Work to be completed: Hand back all records exactly, pictures omitted.
:: Supplied data ::
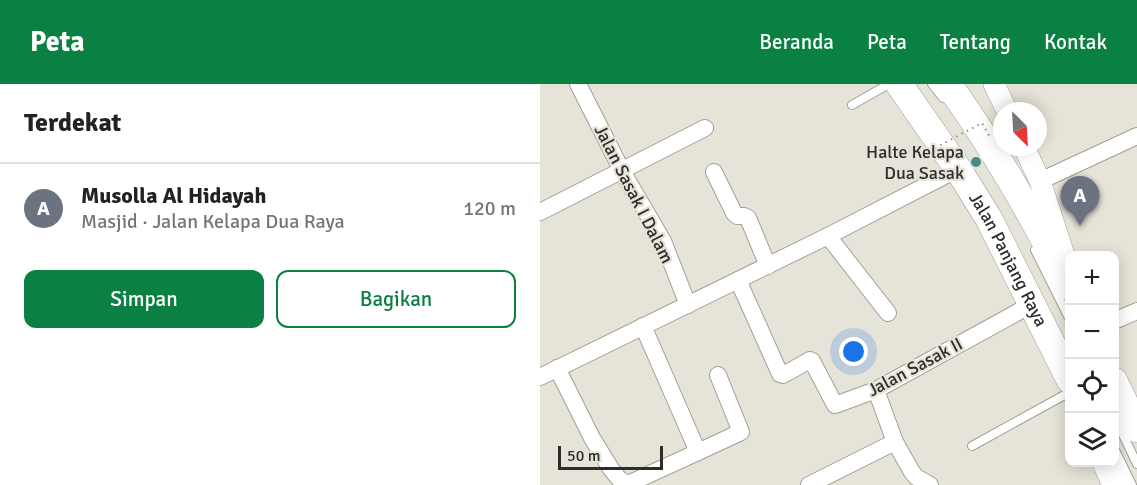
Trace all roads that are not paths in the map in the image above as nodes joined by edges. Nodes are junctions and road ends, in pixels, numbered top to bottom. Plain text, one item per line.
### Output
1 (578, 84) edge
2 (889, 84) edge
3 (899, 84) edge
4 (932, 84) edge
5 (994, 84) edge
6 (948, 94) edge
7 (1003, 102) edge
8 (852, 105) dead end
9 (705, 128) dead end
10 (992, 132) edge
11 (1137, 135) edge
12 (1028, 156) edge
13 (958, 169) junction
14 (622, 171) junction
15 (714, 172) dead end
16 (1040, 181) junction
17 (540, 212) edge
18 (828, 236) junction
19 (1033, 245) dead end
20 (1065, 255) edge
21 (768, 266) junction
22 (1065, 278) edge
23 (738, 280) junction
24 (1031, 302) junction
25 (687, 305) junction
26 (1065, 310) edge
27 (1137, 311) edge
28 (888, 313) dead end
29 (1119, 319) edge
30 (644, 326) junction
31 (557, 368) junction
32 (1065, 370) edge
33 (718, 375) dead end
34 (540, 377) edge
35 (876, 390) junction
36 (1119, 391) edge
37 (1065, 395) edge
38 (1119, 426) edge
39 (1137, 429) edge
40 (895, 442) junction
41 (972, 446) dead end
42 (698, 452) junction
43 (1137, 464) edge
44 (629, 484) edge
45 (808, 485) edge
46 (930, 485) edge

1 - 14 street, Jalan Sasak I Dalam
2 - 8 lane
3 - 13 main road, Jalan Panjang Raya
4 - 6 lane
5 - 7 street
6 - 10 main road
9 - 14 street
10 - 22 main road
11 - 16 street
12 - 16 street
13 - 18 street
13 - 24 main road, Jalan Panjang Raya
14 - 17 street
14 - 25 street, Jalan Sasak I Dalam
15 - 21 street
16 - 20 street
18 - 21 street
18 - 28 street
19 - 26 lane
21 - 23 street
23 - 25 street
23 - 35 street, Jalan Sasak II
24 - 32 main road, Jalan Panjang Raya
24 - 35 street, Jalan Sasak II
25 - 30 street
27 - 29 street
30 - 31 street
30 - 42 street
31 - 34 street
31 - 44 street
33 - 42 street
35 - 40 street
36 - 39 main road
37 - 41 lane
38 - 43 lane
40 - 45 street
40 - 46 street
42 - 44 street

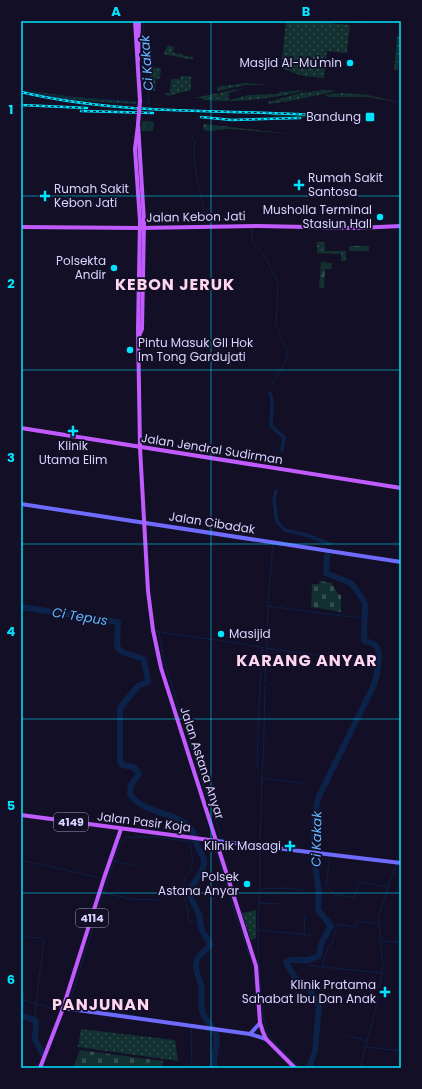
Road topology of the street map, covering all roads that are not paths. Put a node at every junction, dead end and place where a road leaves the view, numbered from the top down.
1 (136, 21) edge
2 (139, 21) edge
3 (138, 60) junction
4 (142, 221) junction
5 (401, 226) edge
6 (21, 228) edge
7 (131, 228) junction
8 (142, 228) junction
9 (154, 228) junction
10 (21, 428) edge
11 (140, 448) junction
12 (401, 488) edge
13 (21, 504) edge
14 (145, 523) junction
15 (401, 562) edge
16 (21, 815) edge
17 (121, 829) junction
18 (217, 841) junction
19 (401, 863) edge
20 (63, 1008) junction
21 (260, 1023) junction
22 (250, 1034) junction
23 (266, 1039) junction
24 (40, 1068) edge
25 (295, 1068) edge

1 - 3 main road
2 - 3 main road
3 - 4 main road, Jalan Astana Anyar, bridge
4 - 7 main road
4 - 8 main road, Jalan Astana Anyar
4 - 9 main road
5 - 9 main road, Jalan Kebon Jati
6 - 7 main road, Jalan Kebon Jati
7 - 8 main road, Jalan Kebon Jati
8 - 9 main road, Jalan Kebon Jati
8 - 11 main road, Jalan Astana Anyar
10 - 11 main road, Jalan Jendral Sudirman
11 - 12 main road, Jalan Jendral Sudirman
11 - 14 main road, Jalan Astana Anyar
13 - 14 main road, Jalan Cibadak
14 - 15 main road, Jalan Cibadak
14 - 18 main road, Jalan Astana Anyar
16 - 17 main road, Jalan Pasir Koja / 4149
17 - 18 main road, Jalan Pasir Koja / 4149
17 - 20 main road, 4114
18 - 19 main road
18 - 21 main road, Jalan Astana Anyar
20 - 22 main road
20 - 24 main road, 4114
21 - 22 main road
21 - 23 main road, Jalan Astana Anyar
22 - 23 main road
23 - 25 main road, Jalan Astana Anyar

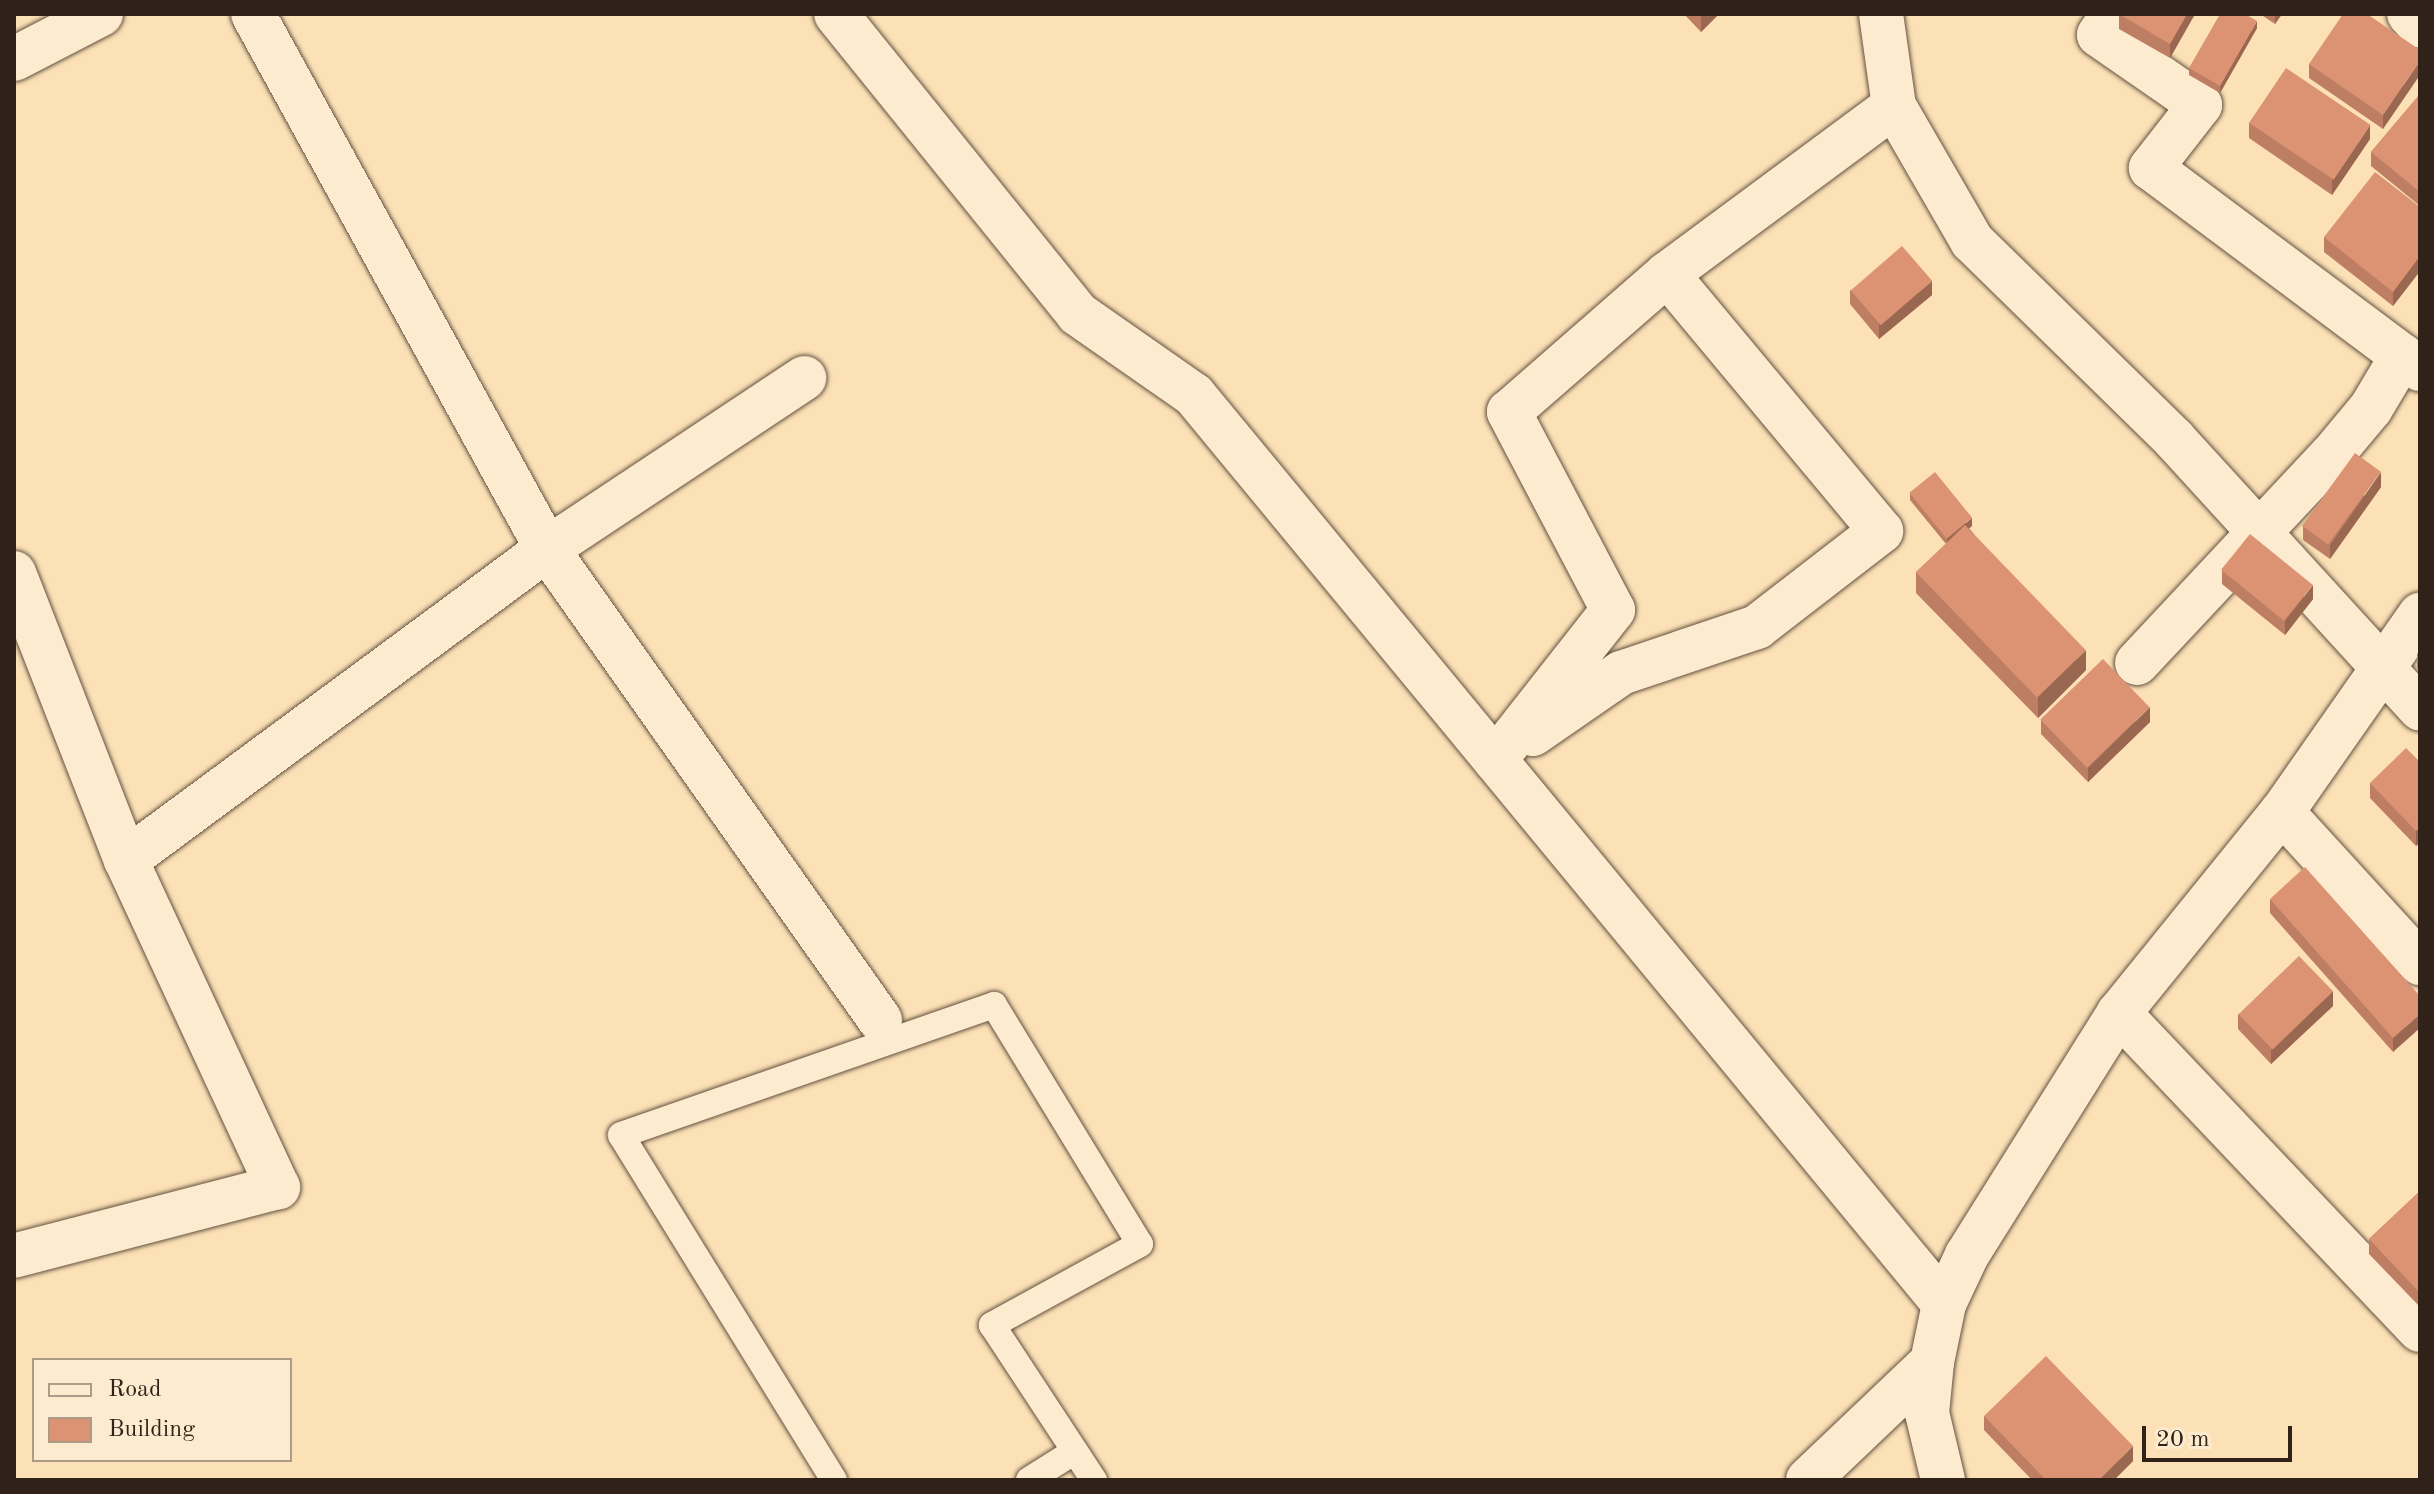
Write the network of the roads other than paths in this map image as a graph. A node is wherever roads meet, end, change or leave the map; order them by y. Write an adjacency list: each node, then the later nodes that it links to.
1 (101, 14): 8 (street)
2 (253, 14): 14 (street)
3 (836, 14): 20 (street)
4 (1881, 14): 9 (street)
5 (2113, 14): 11 (street)
6 (2409, 14): 7 (street)
7 (2420, 26)
8 (14, 59)
9 (1894, 106): 10 (street); 13 (street)
10 (1667, 274): 20 (street); 20 (street)
11 (2411, 362): 13 (street)
12 (804, 378): 14 (street)
13 (2258, 529): 17 (street); 18 (street)
14 (547, 549): 22 (street); 25 (street)
15 (14, 573): 22 (street)
16 (2420, 615): 18 (street)
17 (2137, 663)
18 (2383, 664): 19 (street); 21 (street)
19 (2420, 708)
20 (1495, 760): 27 (street)
21 (2282, 812): 23 (street); 24 (street)
22 (126, 860): 26 (street)
23 (2420, 963)
24 (2119, 1013): 27 (street); 28 (street)
25 (880, 1020)
26 (14, 1256)
27 (1944, 1304): 29 (street)
28 (2420, 1330)
29 (1932, 1362): 34 (street); 35 (street)
30 (1075, 1451): 31 (lane); 32 (lane); 33 (lane)
31 (834, 1480)
32 (1029, 1480)
33 (1094, 1480)
34 (1808, 1480)
35 (1943, 1480)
:::
Response to this exercise:
Trace all roads that are not paths in the map in the image above as nodes joined by edges. Nodes are junctions and road ends, in pixels, numbered top to bottom. Plain text, one item per line.
### Output
1 (578, 84) edge
2 (889, 84) edge
3 (899, 84) edge
4 (932, 84) edge
5 (994, 84) edge
6 (948, 94) edge
7 (1003, 102) edge
8 (852, 105) dead end
9 (705, 128) dead end
10 (992, 132) edge
11 (1137, 135) edge
12 (1028, 156) edge
13 (958, 169) junction
14 (622, 171) junction
15 (714, 172) dead end
16 (1040, 181) junction
17 (540, 212) edge
18 (828, 236) junction
19 (1033, 245) dead end
20 (1065, 255) edge
21 (768, 266) junction
22 (1065, 278) edge
23 (738, 280) junction
24 (1031, 302) junction
25 (687, 305) junction
26 (1065, 310) edge
27 (1137, 311) edge
28 (888, 313) dead end
29 (1119, 319) edge
30 (644, 326) junction
31 (557, 368) junction
32 (1065, 370) edge
33 (718, 375) dead end
34 (540, 377) edge
35 (876, 390) junction
36 (1119, 391) edge
37 (1065, 395) edge
38 (1119, 426) edge
39 (1137, 429) edge
40 (895, 442) junction
41 (972, 446) dead end
42 (698, 452) junction
43 (1137, 464) edge
44 (629, 484) edge
45 (808, 485) edge
46 (930, 485) edge

1 - 14 street, Jalan Sasak I Dalam
2 - 8 lane
3 - 13 main road, Jalan Panjang Raya
4 - 6 lane
5 - 7 street
6 - 10 main road
9 - 14 street
10 - 22 main road
11 - 16 street
12 - 16 street
13 - 18 street
13 - 24 main road, Jalan Panjang Raya
14 - 17 street
14 - 25 street, Jalan Sasak I Dalam
15 - 21 street
16 - 20 street
18 - 21 street
18 - 28 street
19 - 26 lane
21 - 23 street
23 - 25 street
23 - 35 street, Jalan Sasak II
24 - 32 main road, Jalan Panjang Raya
24 - 35 street, Jalan Sasak II
25 - 30 street
27 - 29 street
30 - 31 street
30 - 42 street
31 - 34 street
31 - 44 street
33 - 42 street
35 - 40 street
36 - 39 main road
37 - 41 lane
38 - 43 lane
40 - 45 street
40 - 46 street
42 - 44 street

Road topology of the street map, covering all roads that are not paths. Put a node at every junction, dead end and place where a road leaves the view, numbered from the top down.
1 (136, 21) edge
2 (139, 21) edge
3 (138, 60) junction
4 (142, 221) junction
5 (401, 226) edge
6 (21, 228) edge
7 (131, 228) junction
8 (142, 228) junction
9 (154, 228) junction
10 (21, 428) edge
11 (140, 448) junction
12 (401, 488) edge
13 (21, 504) edge
14 (145, 523) junction
15 (401, 562) edge
16 (21, 815) edge
17 (121, 829) junction
18 (217, 841) junction
19 (401, 863) edge
20 (63, 1008) junction
21 (260, 1023) junction
22 (250, 1034) junction
23 (266, 1039) junction
24 (40, 1068) edge
25 (295, 1068) edge

1 - 3 main road
2 - 3 main road
3 - 4 main road, Jalan Astana Anyar, bridge
4 - 7 main road
4 - 8 main road, Jalan Astana Anyar
4 - 9 main road
5 - 9 main road, Jalan Kebon Jati
6 - 7 main road, Jalan Kebon Jati
7 - 8 main road, Jalan Kebon Jati
8 - 9 main road, Jalan Kebon Jati
8 - 11 main road, Jalan Astana Anyar
10 - 11 main road, Jalan Jendral Sudirman
11 - 12 main road, Jalan Jendral Sudirman
11 - 14 main road, Jalan Astana Anyar
13 - 14 main road, Jalan Cibadak
14 - 15 main road, Jalan Cibadak
14 - 18 main road, Jalan Astana Anyar
16 - 17 main road, Jalan Pasir Koja / 4149
17 - 18 main road, Jalan Pasir Koja / 4149
17 - 20 main road, 4114
18 - 19 main road
18 - 21 main road, Jalan Astana Anyar
20 - 22 main road
20 - 24 main road, 4114
21 - 22 main road
21 - 23 main road, Jalan Astana Anyar
22 - 23 main road
23 - 25 main road, Jalan Astana Anyar

Write the network of the roads other than paths in this map image as a graph. A node is wherever roads meet, end, change or leave the map; order them by y. Write an adjacency list: each node, then the later nodes that it links to.
1 (101, 14): 8 (street)
2 (253, 14): 14 (street)
3 (836, 14): 20 (street)
4 (1881, 14): 9 (street)
5 (2113, 14): 11 (street)
6 (2409, 14): 7 (street)
7 (2420, 26)
8 (14, 59)
9 (1894, 106): 10 (street); 13 (street)
10 (1667, 274): 20 (street); 20 (street)
11 (2411, 362): 13 (street)
12 (804, 378): 14 (street)
13 (2258, 529): 17 (street); 18 (street)
14 (547, 549): 22 (street); 25 (street)
15 (14, 573): 22 (street)
16 (2420, 615): 18 (street)
17 (2137, 663)
18 (2383, 664): 19 (street); 21 (street)
19 (2420, 708)
20 (1495, 760): 27 (street)
21 (2282, 812): 23 (street); 24 (street)
22 (126, 860): 26 (street)
23 (2420, 963)
24 (2119, 1013): 27 (street); 28 (street)
25 (880, 1020)
26 (14, 1256)
27 (1944, 1304): 29 (street)
28 (2420, 1330)
29 (1932, 1362): 34 (street); 35 (street)
30 (1075, 1451): 31 (lane); 32 (lane); 33 (lane)
31 (834, 1480)
32 (1029, 1480)
33 (1094, 1480)
34 (1808, 1480)
35 (1943, 1480)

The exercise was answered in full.